Posted by: Jeff in SF on July 14, 2006 5:25 PM



Has there been a book or a movie that has done a good and fair job of presenting the science life as you've experienced it?

Young Frankenstein?

Posted by: Mitch on July 14, 2006 7:37 PM



None. Movies have always been unable to keep from speeding things up, just to fit within the time allowed. Most discoveries take a lot, lot, longer to stumble over and verify than any dramatic form can comfortably handle.

Even novels haven't quite hit it. I haven't enjoyed Richard Powers, for example, although I was sure that I would. The scientists in "Galatea 2.0", for example, all seemed to be from some alternate universe, and I've never been able to get going in "The Gold Bug Variations".

There have been competent incidental depictions of science and scientists, though, inside larger works. The grad-school parts of Franzen's "Strong Motion", for example, are right on target, I'm sad to say.

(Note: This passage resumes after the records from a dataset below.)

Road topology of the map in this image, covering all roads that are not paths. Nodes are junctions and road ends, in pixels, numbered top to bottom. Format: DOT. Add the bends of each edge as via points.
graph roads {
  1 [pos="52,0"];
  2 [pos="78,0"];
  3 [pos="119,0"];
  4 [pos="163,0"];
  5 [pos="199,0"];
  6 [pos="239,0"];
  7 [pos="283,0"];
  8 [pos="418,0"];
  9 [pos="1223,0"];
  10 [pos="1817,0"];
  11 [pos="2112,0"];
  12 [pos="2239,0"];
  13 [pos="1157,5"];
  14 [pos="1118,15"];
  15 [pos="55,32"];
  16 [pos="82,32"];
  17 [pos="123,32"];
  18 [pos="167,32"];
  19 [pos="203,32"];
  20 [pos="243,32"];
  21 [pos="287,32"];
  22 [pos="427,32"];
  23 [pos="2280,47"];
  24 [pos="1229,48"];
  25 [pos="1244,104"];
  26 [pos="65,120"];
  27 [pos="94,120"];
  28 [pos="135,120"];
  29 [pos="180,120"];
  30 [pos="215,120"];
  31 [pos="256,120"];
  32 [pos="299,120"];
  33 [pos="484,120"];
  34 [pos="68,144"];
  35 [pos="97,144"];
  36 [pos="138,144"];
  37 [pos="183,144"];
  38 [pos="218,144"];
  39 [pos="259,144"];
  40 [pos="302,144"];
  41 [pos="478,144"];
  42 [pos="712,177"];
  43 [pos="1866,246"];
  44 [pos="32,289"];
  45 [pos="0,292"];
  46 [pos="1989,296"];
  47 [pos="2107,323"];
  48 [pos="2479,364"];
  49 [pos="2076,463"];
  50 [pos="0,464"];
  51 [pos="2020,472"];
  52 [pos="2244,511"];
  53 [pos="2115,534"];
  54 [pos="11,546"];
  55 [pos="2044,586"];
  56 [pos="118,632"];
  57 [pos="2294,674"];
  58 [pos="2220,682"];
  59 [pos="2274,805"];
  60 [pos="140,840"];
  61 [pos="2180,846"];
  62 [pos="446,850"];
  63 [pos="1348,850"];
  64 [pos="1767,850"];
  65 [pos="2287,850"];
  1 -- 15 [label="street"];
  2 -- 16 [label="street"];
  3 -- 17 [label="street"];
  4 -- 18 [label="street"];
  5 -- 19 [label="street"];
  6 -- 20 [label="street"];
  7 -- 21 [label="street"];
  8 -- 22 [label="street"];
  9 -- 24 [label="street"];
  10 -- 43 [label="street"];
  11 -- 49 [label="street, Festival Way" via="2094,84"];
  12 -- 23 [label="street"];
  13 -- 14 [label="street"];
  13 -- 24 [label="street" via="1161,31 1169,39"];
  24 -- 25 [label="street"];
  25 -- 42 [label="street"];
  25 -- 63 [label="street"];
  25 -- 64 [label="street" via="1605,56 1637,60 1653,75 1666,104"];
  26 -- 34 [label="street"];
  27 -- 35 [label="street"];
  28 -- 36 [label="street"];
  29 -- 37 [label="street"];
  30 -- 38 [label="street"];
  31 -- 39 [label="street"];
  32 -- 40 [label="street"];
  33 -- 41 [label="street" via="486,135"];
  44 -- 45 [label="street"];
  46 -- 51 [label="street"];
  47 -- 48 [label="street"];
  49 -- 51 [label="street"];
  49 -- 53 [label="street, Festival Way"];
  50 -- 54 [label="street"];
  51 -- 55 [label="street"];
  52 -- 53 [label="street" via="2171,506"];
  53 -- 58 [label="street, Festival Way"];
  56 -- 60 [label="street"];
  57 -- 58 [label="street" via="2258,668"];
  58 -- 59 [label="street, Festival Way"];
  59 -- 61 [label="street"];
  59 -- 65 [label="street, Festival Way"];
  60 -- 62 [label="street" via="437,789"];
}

But I haven't actually tried to seek out too many examples, when I think about it. Part of it is that the success rate is so small, and part of it is probably that since I do research for a living, I already get the enjoyment that I could get from the depictions, but first-hand.

Posted by: Derek Lowe on July 14, 2006 9:32 PM



I'm pressing a little here, but Real Genius has a cult following among scientists. The science is laughable, but it captures a lot of the details and personality types you see at a science school pretty well.